The news that his agents brought during the morning hours was all encouraging. People by the thousands were gathering at mosques and public squares. In their vanguard, giving the whole event a carnival air, were the outlandish athletes. Some waved barbells over their heads. Others juggled heavy pins. Many bared their barrel chests and wore little more than extravagant mustaches and loincloths. More than a few carried knives or homemade clubs. It was as exotic a tribe as ever marched to overthrow a government:

They started with the Zurkaneh giants, weight lifters who developed their physiques through an ancient set of Iranian exercises which included lifting progressively heavier weights. The Zurkanehs had built up tremendous shoulders and huge biceps. Shuffling down the street together, they were a frightening spectacle. Two hundred or so of these weightlifters began the day by marching through the bazaar, shouting “Long Live the Shah!” and dancing and twirling like dervishes. Along the edges of the crowd, men were passing out ten-rial notes…. The mob swelled; the chant “Long Live the Shah!” was deafening. As the throng passed the offices of a pro-Mossadegh newspaper, men smashed the windows and sacked the place.
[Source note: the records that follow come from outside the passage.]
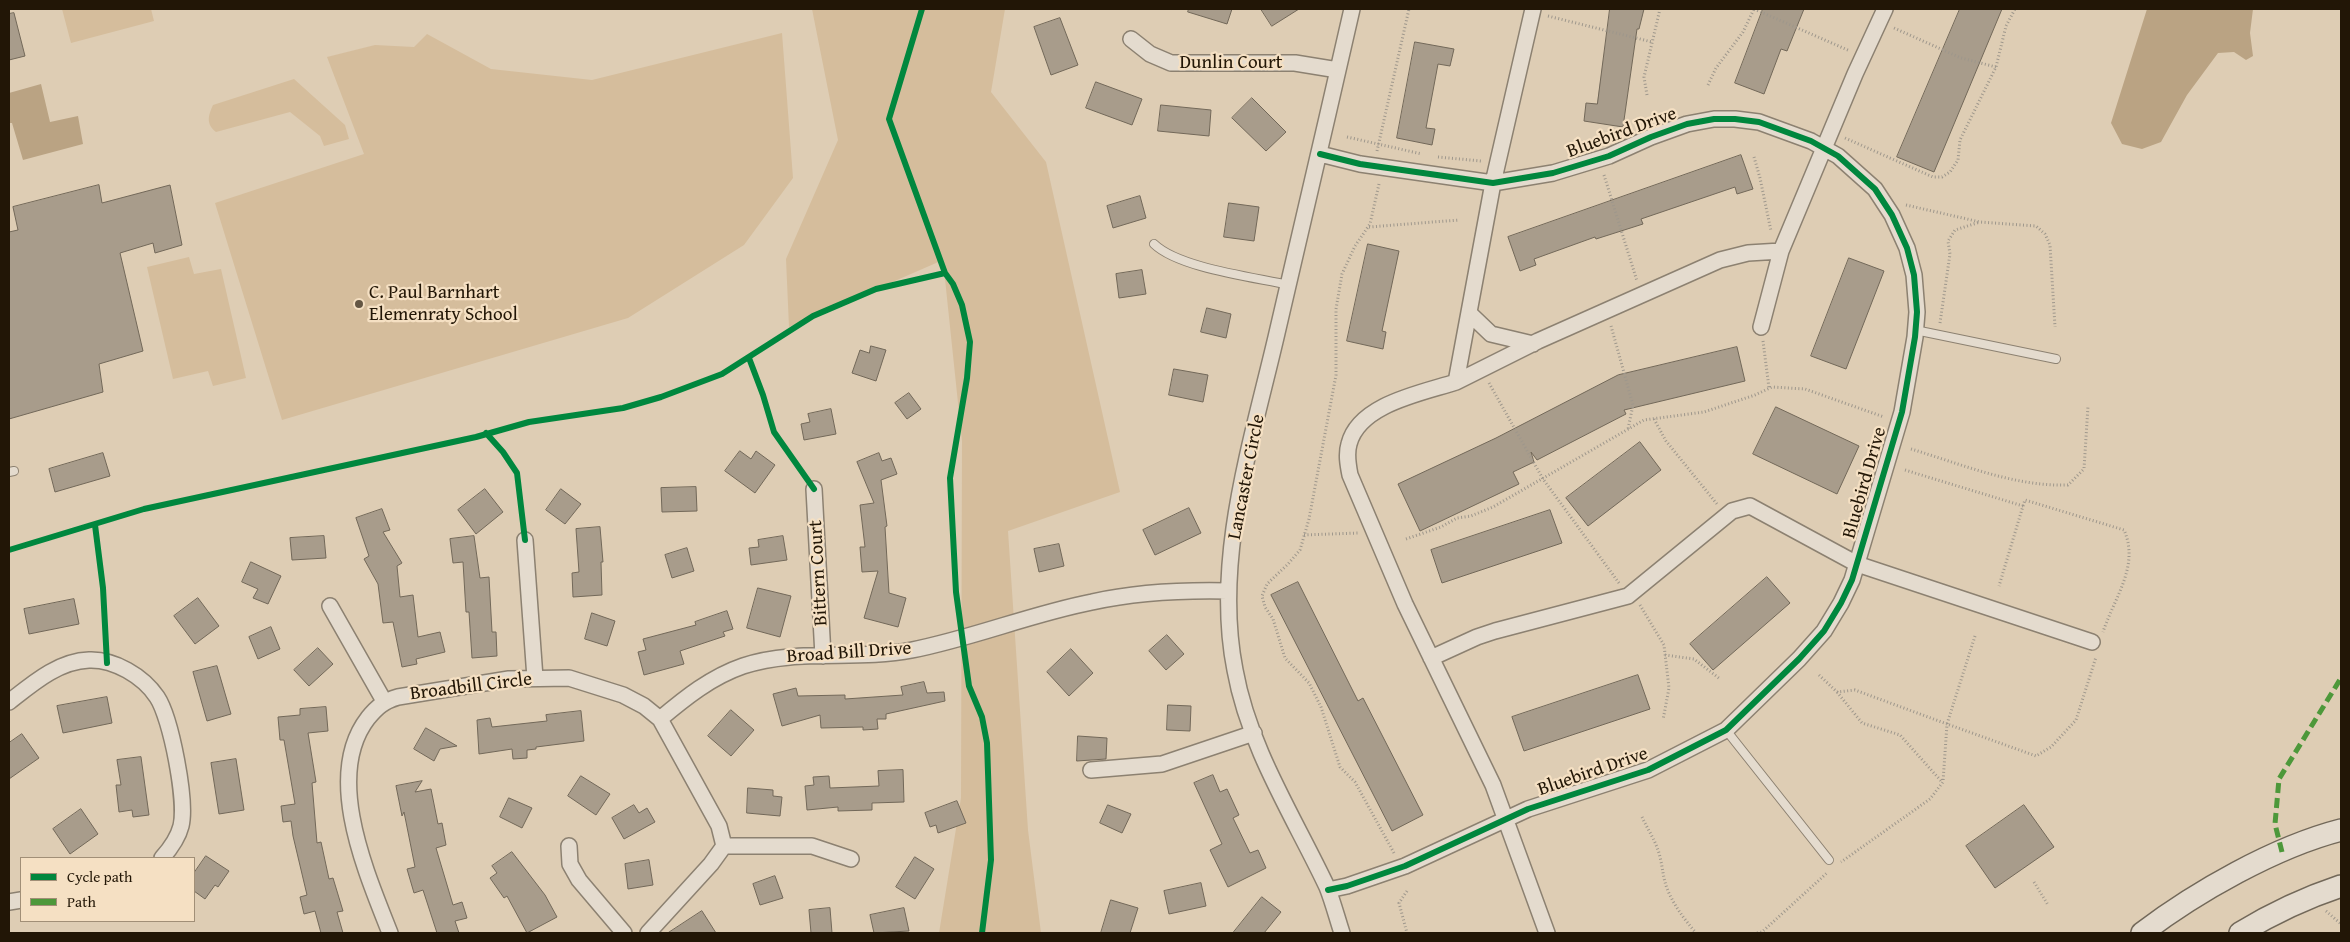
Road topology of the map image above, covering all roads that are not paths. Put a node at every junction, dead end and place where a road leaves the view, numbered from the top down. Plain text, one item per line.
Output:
1 (1352, 9) edge
2 (1533, 11) edge
3 (1882, 15) edge
4 (1131, 39) dead end
5 (1338, 70) junction
6 (1824, 148) junction
7 (1320, 154) junction
8 (1493, 183) junction
9 (1154, 244) dead end
10 (1778, 251) junction
11 (1289, 285) junction
12 (1469, 312) junction
13 (1761, 327) road end
14 (1915, 330) junction
15 (1533, 344) junction
16 (2056, 359) dead end
17 (1456, 382) junction
18 (814, 489) dead end
19 (525, 540) dead end
20 (1857, 564) junction
21 (1228, 591) junction
22 (330, 606) dead end
23 (2092, 642) dead end
24 (823, 656) junction
25 (1431, 658) junction
26 (535, 678) junction
27 (384, 701) junction
28 (9, 702) edge
29 (660, 719) junction
30 (1726, 730) junction
31 (1254, 733) junction
32 (1091, 770) dead end
33 (1506, 818) junction
34 (2341, 830) edge
35 (569, 846) dead end
36 (724, 846) junction
37 (163, 857) edge
38 (851, 859) dead end
39 (1829, 860) dead end
40 (2341, 886) edge
41 (1328, 890) junction
42 (390, 933) edge
43 (624, 933) edge
44 (648, 933) edge
45 (1342, 933) edge
46 (1548, 933) edge
47 (2142, 933) edge
48 (2240, 933) edge

1 - 5 street, Lancaster Circle
2 - 8 street
3 - 6 street
4 - 5 street, Dunlin Court
5 - 7 street, Lancaster Circle
6 - 8 street, Bluebird Drive
6 - 10 street
6 - 14 street, Bluebird Drive
7 - 8 street, Bluebird Drive
7 - 11 street, Lancaster Circle
8 - 12 street
9 - 11 lane
10 - 13 street
10 - 15 street
11 - 21 street, Lancaster Circle
12 - 15 street
12 - 17 street
14 - 16 lane
14 - 20 street, Bluebird Drive
15 - 17 street
17 - 25 street
18 - 24 street, Bittern Court
19 - 26 street
20 - 23 street
20 - 25 street
20 - 30 street, Bluebird Drive
21 - 24 street, Broad Bill Drive
21 - 31 street, Lancaster Circle
22 - 27 street
24 - 29 street, Broad Bill Drive
25 - 33 street
26 - 27 street, Broadbill Circle
26 - 29 street, Broadbill Circle
27 - 42 street, Broadbill Circle
28 - 37 street
29 - 36 street, Broadbill Circle
30 - 33 street, Bluebird Drive
30 - 39 lane
31 - 32 street
31 - 41 street, Lancaster Circle
33 - 41 street, Bluebird Drive
33 - 46 street
34 - 47 main road
35 - 43 street
36 - 38 street
36 - 44 street
40 - 48 main road
41 - 45 street, Lancaster Circle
No one tried to stop the insurgents as they marched toward the city center. Police officers at first encouraged them and then, as the afternoon wore on, began leading them. There was no counterdemonstration. Mossadegh’s supporters, respecting his wish and the message of the previous night’s beatings, had stayed home.

The only other group that could have mobilized to defend the government was Tudeh, but its leaders spent the day in meetings, unable to decide whether to act. Mossadegh did not trust them anyway and did not want their help. One Tudeh leader had called him the day before and volunteered Tudeh shock troops if Mossadegh would arm them. “If ever I agree to arm a political party,” he swore in reply, “may God sever my right arm!”
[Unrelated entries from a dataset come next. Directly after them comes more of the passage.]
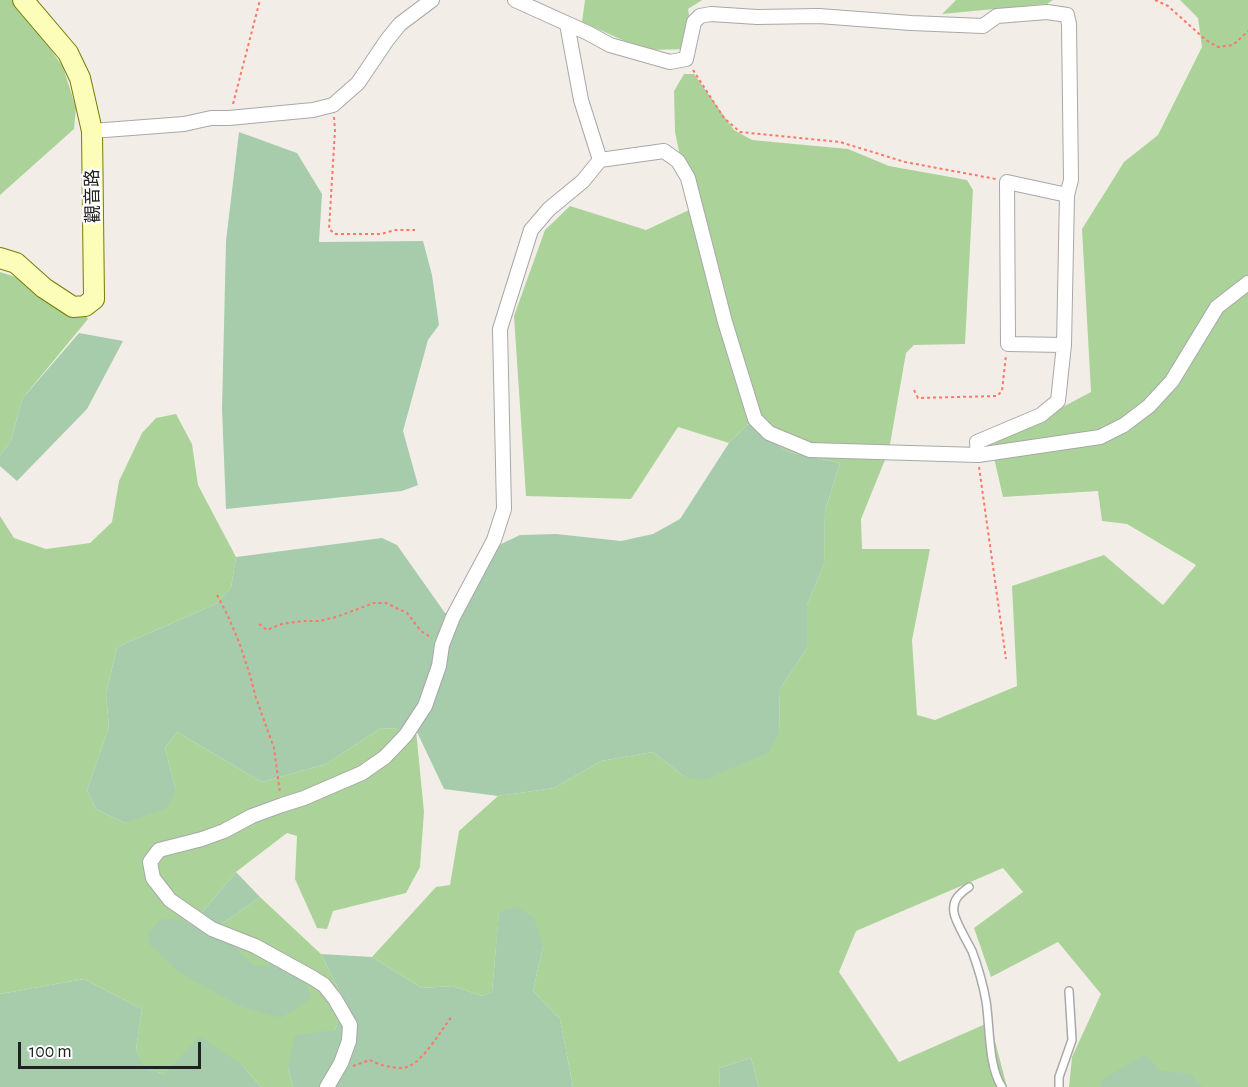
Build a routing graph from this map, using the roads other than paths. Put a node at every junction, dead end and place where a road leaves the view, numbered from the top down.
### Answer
1 (23, 0) edge
2 (432, 0) edge
3 (515, 0) edge
4 (1071, 0) edge
5 (1067, 15) junction
6 (567, 24) junction
7 (92, 130) junction
8 (600, 160) junction
9 (1067, 195) junction
10 (0, 258) edge
11 (1248, 283) edge
12 (1064, 345) junction
13 (978, 455) junction
14 (969, 888) dead end
15 (1070, 991) dead end
16 (327, 1087) edge
17 (1002, 1087) edge
18 (1059, 1087) edge

1 - 7 street, 觀音路
2 - 7 street
3 - 6 street
4 - 5 street
5 - 6 street
5 - 9 street
6 - 8 street
7 - 10 street, 觀音路
8 - 13 street
8 - 16 street
9 - 12 street
9 - 12 street
11 - 13 street
12 - 13 street
14 - 17 lane
15 - 18 lane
Mossadegh’s hostility was not, however, the real reason Tudeh leaders did not call out their street fighters on that crucial day. Like most of the world’s communist parties, Tudeh was controlled by the Soviet Union, and in times of crisis it followed orders from Moscow. On this day, however, no orders came. Stalin had died a few months earlier and the Kremlin was in turmoil. Soviet intelligence officers who would normally be concentrating on Iran were preoccupied with the more urgent challenge of staying alive. Whether any of them even considered trying to defend Mossadegh is among the remaining mysteries of Operation Ajax. Scholars have sought access to records in Moscow that might resolve it, but their requests have been denied.